The translation of our method to clinics may encounter several technical limitations. The low dose rate and limited heat conduction capacity of clinical irradiators are the major limitations of the current method, and, consequently, developing a high intensity kilovoltage irradiator would be advantageous. Second, with proximal collimating, aligning the collimator with the source may require a greater deal of accuracy. Designing a device to mount the collimator may ease this problem. An applicator may also be needed to restrict the radiation field to the lesion. Although normal skin demonstrated a higher resistance to MBRT in the acute phase, confining the radiation field to the lesion is always desired in order to minimize the normal tissue toxicity. Finally, beam smearing due to the long duration of therapy also remains a big consideration. One approach would be to apply MBRT by a physiologically gated irradiator (Chtcheprov et al 2014).
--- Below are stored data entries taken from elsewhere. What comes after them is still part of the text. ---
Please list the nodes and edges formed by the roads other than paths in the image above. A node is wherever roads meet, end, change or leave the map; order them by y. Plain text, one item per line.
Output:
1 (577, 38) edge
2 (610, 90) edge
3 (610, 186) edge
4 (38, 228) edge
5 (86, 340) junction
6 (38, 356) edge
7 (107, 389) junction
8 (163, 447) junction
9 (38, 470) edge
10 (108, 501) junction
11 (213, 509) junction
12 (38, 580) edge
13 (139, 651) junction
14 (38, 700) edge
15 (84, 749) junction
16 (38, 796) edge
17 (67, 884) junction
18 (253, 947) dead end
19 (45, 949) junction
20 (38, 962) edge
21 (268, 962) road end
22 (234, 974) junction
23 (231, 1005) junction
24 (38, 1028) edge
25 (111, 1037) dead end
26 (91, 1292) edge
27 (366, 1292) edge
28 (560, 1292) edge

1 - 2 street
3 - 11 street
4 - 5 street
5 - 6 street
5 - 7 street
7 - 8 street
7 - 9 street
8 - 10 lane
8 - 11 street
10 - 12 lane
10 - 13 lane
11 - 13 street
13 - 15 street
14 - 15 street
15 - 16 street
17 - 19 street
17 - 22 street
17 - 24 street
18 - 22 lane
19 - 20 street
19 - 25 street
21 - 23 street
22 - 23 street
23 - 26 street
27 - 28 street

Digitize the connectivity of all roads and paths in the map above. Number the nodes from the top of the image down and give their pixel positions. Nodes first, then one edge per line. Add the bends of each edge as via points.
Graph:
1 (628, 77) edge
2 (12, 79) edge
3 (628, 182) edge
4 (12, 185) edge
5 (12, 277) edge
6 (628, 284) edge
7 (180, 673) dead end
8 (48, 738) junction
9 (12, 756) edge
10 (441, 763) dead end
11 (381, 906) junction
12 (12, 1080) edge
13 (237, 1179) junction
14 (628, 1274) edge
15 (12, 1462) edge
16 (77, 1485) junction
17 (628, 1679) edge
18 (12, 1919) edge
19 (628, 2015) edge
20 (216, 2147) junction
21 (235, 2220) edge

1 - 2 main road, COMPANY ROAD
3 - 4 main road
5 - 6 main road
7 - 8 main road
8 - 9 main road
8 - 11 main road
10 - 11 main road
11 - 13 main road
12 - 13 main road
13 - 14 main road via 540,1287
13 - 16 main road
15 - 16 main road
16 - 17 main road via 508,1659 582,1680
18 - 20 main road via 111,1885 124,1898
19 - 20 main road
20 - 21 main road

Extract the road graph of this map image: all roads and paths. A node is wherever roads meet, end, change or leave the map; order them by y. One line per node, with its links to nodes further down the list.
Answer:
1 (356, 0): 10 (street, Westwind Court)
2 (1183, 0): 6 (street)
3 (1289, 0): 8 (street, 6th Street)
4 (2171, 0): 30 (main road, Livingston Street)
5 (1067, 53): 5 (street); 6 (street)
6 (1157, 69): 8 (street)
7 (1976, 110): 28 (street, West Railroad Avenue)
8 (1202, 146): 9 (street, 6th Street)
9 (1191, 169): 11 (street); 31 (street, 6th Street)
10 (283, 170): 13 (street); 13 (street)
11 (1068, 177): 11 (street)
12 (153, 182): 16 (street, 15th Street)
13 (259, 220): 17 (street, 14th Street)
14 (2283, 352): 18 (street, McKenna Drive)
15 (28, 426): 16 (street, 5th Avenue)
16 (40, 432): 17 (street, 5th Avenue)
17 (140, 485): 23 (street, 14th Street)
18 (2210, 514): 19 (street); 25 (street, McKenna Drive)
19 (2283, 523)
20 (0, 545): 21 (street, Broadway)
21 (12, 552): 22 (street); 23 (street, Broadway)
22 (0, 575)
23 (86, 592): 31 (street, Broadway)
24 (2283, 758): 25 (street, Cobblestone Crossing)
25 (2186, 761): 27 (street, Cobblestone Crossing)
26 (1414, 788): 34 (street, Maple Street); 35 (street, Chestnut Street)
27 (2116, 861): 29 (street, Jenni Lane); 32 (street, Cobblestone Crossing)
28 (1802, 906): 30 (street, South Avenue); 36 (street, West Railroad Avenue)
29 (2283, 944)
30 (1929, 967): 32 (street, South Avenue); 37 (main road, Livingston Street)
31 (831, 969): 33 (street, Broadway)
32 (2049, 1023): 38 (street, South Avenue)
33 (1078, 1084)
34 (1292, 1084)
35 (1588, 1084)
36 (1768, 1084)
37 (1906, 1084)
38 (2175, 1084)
Our study has several limitations. One limitation was using radiochromic film for dosimetry. Although these films have been used extensively in MRT and MBRT studies (Crosbie et al 2008, Anderson et al 2010, Hadsell et al 2013, Hong et al 2015), currently the uncertainty levels for film dosimetry has been reported between 1% and 10% depending on the situation (Martisíková et al 2008, Bouchard et al 2009. DeWerd et al 2011, Palmer et al 2015). Here we followed the single scan, three channel protocol, recommended by the supplier to minimize errors (Efficient Protocols for Accurate Radiochromic Film Calibration and Dosimetry 2017). However, the protocol did not eliminate some reported source of errors, like film curvature at scanning (Palmer et al 2015). We cross-calibrated the mounted transmission chamber to an ion chamber and used the transmission plate for dose measurements. This also introduced some potential errors (1.25  ±  0.08 percentage difference between the two methods). To minimize this error, the calibration was done at a high dose (150 Gy) and checked twice. Finally, some errors were introduced from utilizing the plastic phantom (PMMA or acrylic) instead of water. Although the IAEA TRS398 code of practice approved their application for low energy x-ray dosimetry, the plastic phantom introduces error in measurements mainly due to density variation (up to 4%) in different batches, and non-homogenous thickness distribution even in one sheet (Tello et al 1995). The density of the sheet we used was 1.174 g cm−3 and we measured the entire slab and used the piece that was 2  ±  0.01 mm thick.

Conclusion

In conclusion, we have demonstrated a relatively simple and easily reproducible method for applying homogeneous MBRT using a small animal irradiator unit. We described our approach, its dosimetric characteristics, and its effectiveness in vitro and in vivo. At its current stage, our method can be used for applying MBRT in preclinical studies.

Acknowledgments

We wish to thank the UNC Translational Pathology Laboratory (TPL) staff for their help in preparing, scanning, and interpretation of the histology slides. We also thank Dr C Ryan Miller and Robert S McNeil at UNC Translational Neuro-oncology Laboratory for their generous help and guidance with the Clonogenic Assay of the cells. The authors also appreciate the efforts of the Physics Shop and Makerspace staff at UNC-CH for making the mouse holder and shielding platform.